Dataset entries
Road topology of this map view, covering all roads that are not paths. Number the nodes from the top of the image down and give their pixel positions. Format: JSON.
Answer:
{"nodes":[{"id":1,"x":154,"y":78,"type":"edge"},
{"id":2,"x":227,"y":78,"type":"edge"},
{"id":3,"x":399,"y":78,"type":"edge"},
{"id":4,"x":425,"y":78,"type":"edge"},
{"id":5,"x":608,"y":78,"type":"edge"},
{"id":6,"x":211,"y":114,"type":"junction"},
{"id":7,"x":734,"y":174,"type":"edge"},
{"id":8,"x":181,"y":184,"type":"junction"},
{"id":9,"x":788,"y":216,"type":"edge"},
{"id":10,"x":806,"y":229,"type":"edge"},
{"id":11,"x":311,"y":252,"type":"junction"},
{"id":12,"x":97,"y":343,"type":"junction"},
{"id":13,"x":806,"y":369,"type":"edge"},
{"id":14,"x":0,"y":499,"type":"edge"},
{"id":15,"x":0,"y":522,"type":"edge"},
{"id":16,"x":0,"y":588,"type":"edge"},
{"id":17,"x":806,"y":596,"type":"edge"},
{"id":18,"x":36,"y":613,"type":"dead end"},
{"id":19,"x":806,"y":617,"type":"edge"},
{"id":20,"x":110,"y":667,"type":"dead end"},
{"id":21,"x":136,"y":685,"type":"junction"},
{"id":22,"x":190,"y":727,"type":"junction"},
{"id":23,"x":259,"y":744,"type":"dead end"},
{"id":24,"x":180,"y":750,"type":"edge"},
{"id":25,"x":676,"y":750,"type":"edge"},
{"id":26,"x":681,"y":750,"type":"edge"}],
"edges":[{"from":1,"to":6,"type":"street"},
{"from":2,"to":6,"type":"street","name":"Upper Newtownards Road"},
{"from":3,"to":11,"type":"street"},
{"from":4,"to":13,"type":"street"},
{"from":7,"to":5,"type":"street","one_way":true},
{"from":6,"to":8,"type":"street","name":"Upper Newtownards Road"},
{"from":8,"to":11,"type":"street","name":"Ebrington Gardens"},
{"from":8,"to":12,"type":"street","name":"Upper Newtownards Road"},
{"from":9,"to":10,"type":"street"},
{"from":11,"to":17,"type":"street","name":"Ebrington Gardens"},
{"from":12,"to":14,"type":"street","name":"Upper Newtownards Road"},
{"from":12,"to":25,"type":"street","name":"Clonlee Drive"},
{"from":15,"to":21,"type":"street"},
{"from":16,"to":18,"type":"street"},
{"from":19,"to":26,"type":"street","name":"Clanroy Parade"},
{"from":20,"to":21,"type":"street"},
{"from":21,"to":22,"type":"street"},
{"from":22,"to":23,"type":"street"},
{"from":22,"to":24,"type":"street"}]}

__Task details__
Reproduce each entry exactly, with nothing missing.

__Response to this task__
Road topology of this map view, covering all roads that are not paths. Number the nodes from the top of the image down and give their pixel positions. Format: JSON.
Answer:
{"nodes":[{"id":1,"x":154,"y":78,"type":"edge"},
{"id":2,"x":227,"y":78,"type":"edge"},
{"id":3,"x":399,"y":78,"type":"edge"},
{"id":4,"x":425,"y":78,"type":"edge"},
{"id":5,"x":608,"y":78,"type":"edge"},
{"id":6,"x":211,"y":114,"type":"junction"},
{"id":7,"x":734,"y":174,"type":"edge"},
{"id":8,"x":181,"y":184,"type":"junction"},
{"id":9,"x":788,"y":216,"type":"edge"},
{"id":10,"x":806,"y":229,"type":"edge"},
{"id":11,"x":311,"y":252,"type":"junction"},
{"id":12,"x":97,"y":343,"type":"junction"},
{"id":13,"x":806,"y":369,"type":"edge"},
{"id":14,"x":0,"y":499,"type":"edge"},
{"id":15,"x":0,"y":522,"type":"edge"},
{"id":16,"x":0,"y":588,"type":"edge"},
{"id":17,"x":806,"y":596,"type":"edge"},
{"id":18,"x":36,"y":613,"type":"dead end"},
{"id":19,"x":806,"y":617,"type":"edge"},
{"id":20,"x":110,"y":667,"type":"dead end"},
{"id":21,"x":136,"y":685,"type":"junction"},
{"id":22,"x":190,"y":727,"type":"junction"},
{"id":23,"x":259,"y":744,"type":"dead end"},
{"id":24,"x":180,"y":750,"type":"edge"},
{"id":25,"x":676,"y":750,"type":"edge"},
{"id":26,"x":681,"y":750,"type":"edge"}],
"edges":[{"from":1,"to":6,"type":"street"},
{"from":2,"to":6,"type":"street","name":"Upper Newtownards Road"},
{"from":3,"to":11,"type":"street"},
{"from":4,"to":13,"type":"street"},
{"from":7,"to":5,"type":"street","one_way":true},
{"from":6,"to":8,"type":"street","name":"Upper Newtownards Road"},
{"from":8,"to":11,"type":"street","name":"Ebrington Gardens"},
{"from":8,"to":12,"type":"street","name":"Upper Newtownards Road"},
{"from":9,"to":10,"type":"street"},
{"from":11,"to":17,"type":"street","name":"Ebrington Gardens"},
{"from":12,"to":14,"type":"street","name":"Upper Newtownards Road"},
{"from":12,"to":25,"type":"street","name":"Clonlee Drive"},
{"from":15,"to":21,"type":"street"},
{"from":16,"to":18,"type":"street"},
{"from":19,"to":26,"type":"street","name":"Clanroy Parade"},
{"from":20,"to":21,"type":"street"},
{"from":21,"to":22,"type":"street"},
{"from":22,"to":23,"type":"street"},
{"from":22,"to":24,"type":"street"}]}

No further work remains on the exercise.